MATERIALS PROVIDED:
★ ★ ★

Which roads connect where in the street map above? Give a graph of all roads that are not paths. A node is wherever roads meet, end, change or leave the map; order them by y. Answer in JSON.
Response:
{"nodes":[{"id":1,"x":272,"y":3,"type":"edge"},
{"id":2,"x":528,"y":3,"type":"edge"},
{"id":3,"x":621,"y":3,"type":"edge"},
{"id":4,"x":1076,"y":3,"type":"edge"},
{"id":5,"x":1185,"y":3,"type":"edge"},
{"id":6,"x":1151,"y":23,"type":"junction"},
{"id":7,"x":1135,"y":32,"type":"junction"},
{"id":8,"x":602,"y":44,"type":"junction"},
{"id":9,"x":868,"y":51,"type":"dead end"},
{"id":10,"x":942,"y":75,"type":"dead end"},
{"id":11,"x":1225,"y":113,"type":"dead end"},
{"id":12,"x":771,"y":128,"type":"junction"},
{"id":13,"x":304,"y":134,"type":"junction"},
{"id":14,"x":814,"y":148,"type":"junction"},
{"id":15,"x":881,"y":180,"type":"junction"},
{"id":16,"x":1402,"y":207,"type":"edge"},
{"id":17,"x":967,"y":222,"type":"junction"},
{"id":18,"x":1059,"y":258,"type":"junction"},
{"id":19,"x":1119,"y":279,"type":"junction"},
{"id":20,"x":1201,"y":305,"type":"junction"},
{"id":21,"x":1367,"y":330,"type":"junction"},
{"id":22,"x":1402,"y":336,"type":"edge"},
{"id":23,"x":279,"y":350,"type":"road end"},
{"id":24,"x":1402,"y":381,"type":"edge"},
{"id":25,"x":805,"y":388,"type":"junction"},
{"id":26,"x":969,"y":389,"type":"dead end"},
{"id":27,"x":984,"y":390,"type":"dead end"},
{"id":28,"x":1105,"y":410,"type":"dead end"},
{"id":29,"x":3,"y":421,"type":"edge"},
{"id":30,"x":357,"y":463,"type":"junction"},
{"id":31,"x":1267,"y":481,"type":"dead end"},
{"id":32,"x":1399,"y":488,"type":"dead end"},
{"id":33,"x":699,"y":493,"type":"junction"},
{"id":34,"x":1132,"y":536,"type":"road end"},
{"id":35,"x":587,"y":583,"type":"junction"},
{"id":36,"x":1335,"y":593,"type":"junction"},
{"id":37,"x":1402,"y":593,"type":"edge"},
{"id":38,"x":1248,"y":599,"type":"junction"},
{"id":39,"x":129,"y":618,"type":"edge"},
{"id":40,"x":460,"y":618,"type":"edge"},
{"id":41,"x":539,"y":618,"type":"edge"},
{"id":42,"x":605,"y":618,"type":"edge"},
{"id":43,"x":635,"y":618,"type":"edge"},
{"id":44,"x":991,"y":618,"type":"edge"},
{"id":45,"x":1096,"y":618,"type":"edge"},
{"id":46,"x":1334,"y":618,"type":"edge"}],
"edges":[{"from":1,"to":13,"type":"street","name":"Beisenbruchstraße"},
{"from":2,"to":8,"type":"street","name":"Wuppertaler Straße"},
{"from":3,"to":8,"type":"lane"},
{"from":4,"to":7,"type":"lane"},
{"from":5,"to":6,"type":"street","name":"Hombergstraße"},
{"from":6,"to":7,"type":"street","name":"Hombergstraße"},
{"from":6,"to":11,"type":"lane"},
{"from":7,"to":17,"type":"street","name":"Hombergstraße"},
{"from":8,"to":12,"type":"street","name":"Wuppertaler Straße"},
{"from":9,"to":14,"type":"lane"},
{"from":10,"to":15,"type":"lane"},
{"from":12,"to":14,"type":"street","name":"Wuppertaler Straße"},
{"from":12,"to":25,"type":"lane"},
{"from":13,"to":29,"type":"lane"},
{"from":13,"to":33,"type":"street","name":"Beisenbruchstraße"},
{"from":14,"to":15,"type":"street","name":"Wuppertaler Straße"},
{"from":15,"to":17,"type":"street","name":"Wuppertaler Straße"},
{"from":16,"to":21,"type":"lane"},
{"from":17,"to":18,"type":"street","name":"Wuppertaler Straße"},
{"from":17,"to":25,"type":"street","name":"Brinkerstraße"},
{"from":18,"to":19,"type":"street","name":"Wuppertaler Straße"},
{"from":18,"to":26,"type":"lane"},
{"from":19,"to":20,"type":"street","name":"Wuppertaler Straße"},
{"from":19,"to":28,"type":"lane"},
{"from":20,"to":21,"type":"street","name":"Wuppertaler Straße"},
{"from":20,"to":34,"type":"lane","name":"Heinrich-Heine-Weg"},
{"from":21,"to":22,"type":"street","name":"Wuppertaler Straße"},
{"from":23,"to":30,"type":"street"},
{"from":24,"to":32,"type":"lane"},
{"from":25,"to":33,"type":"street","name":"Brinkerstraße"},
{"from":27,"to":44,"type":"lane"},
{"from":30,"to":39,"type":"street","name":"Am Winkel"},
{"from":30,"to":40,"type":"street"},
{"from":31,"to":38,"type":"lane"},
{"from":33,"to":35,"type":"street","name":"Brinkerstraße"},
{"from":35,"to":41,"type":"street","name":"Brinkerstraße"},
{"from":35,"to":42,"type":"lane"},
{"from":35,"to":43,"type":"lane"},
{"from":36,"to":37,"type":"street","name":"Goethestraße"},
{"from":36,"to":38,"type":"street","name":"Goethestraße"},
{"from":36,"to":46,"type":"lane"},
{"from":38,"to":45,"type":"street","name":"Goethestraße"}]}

★ ★ ★

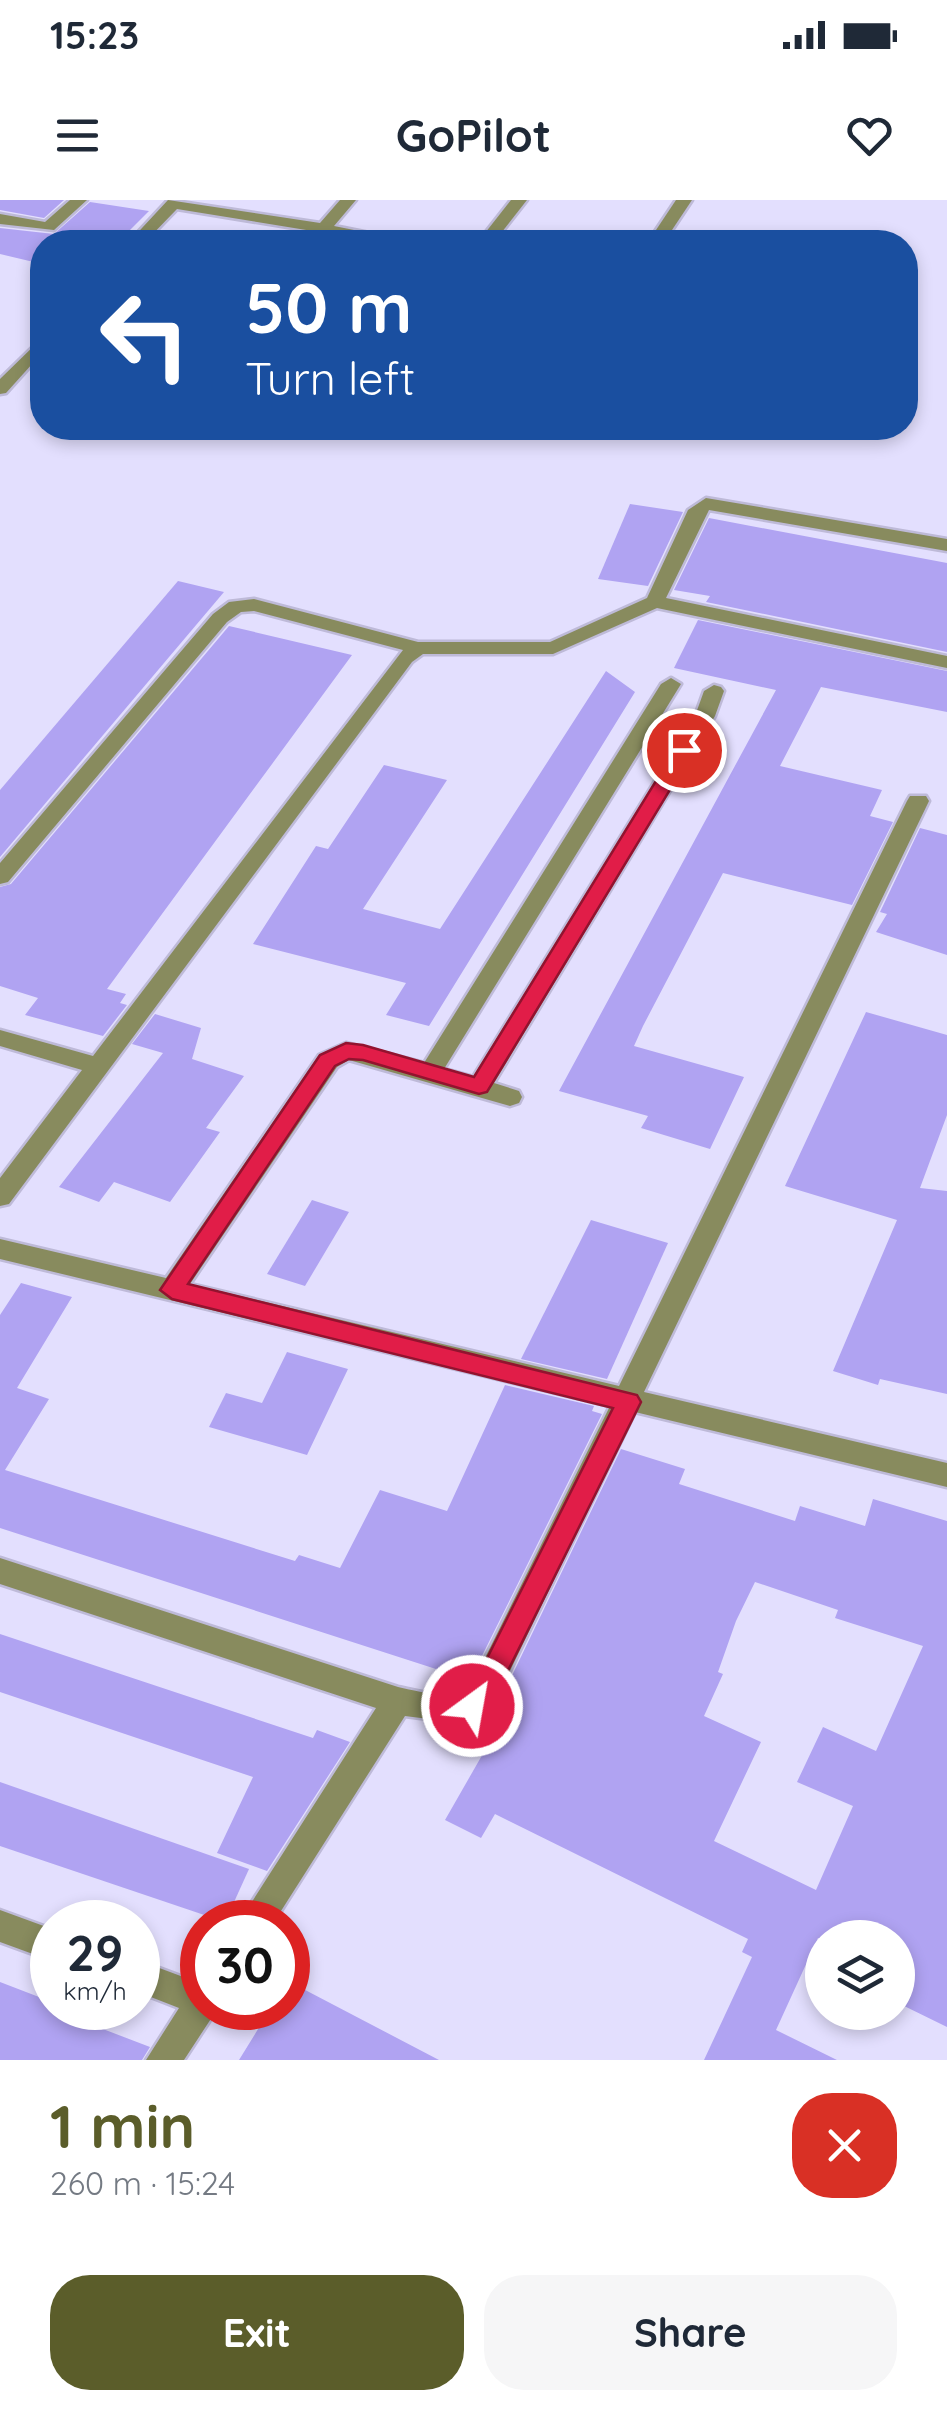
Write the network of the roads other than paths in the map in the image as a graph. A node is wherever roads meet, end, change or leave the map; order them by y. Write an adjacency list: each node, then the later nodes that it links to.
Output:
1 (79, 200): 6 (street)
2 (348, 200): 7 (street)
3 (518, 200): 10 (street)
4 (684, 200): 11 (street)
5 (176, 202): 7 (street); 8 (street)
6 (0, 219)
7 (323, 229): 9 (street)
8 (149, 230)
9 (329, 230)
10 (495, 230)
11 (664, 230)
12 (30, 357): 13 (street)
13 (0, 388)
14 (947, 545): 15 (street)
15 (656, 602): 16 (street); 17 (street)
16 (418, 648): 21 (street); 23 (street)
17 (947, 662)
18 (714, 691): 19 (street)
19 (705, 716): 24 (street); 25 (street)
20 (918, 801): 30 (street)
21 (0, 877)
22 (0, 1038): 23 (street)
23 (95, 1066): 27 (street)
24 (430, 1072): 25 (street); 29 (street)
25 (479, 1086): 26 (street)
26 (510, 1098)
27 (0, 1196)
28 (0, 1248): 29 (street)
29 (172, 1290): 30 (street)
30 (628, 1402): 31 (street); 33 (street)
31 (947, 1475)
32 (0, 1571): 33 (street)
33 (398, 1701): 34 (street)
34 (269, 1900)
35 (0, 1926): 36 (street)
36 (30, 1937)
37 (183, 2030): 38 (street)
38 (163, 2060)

★ ★ ★

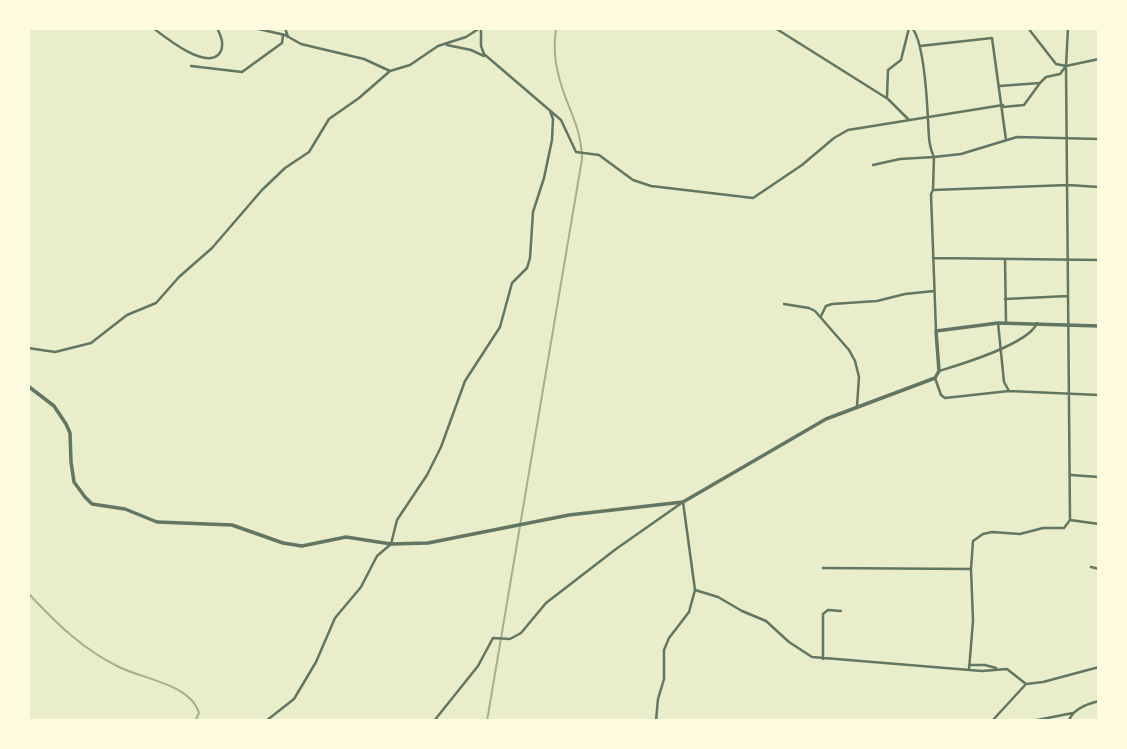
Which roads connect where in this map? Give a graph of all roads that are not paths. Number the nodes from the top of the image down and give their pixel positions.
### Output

★ ★ ★

TASK DIRECTIONS:
For each line of the material that contains the word "Which", make a copy.

YOUR RESPONSE:
Which roads connect where in the street map above? Give a graph of all roads that are not paths. A node is wherever roads meet, end, change or leave the map; order them by y. Answer in JSON.
Which roads connect where in this map? Give a graph of all roads that are not paths. Number the nodes from the top of the image down and give their pixel positions.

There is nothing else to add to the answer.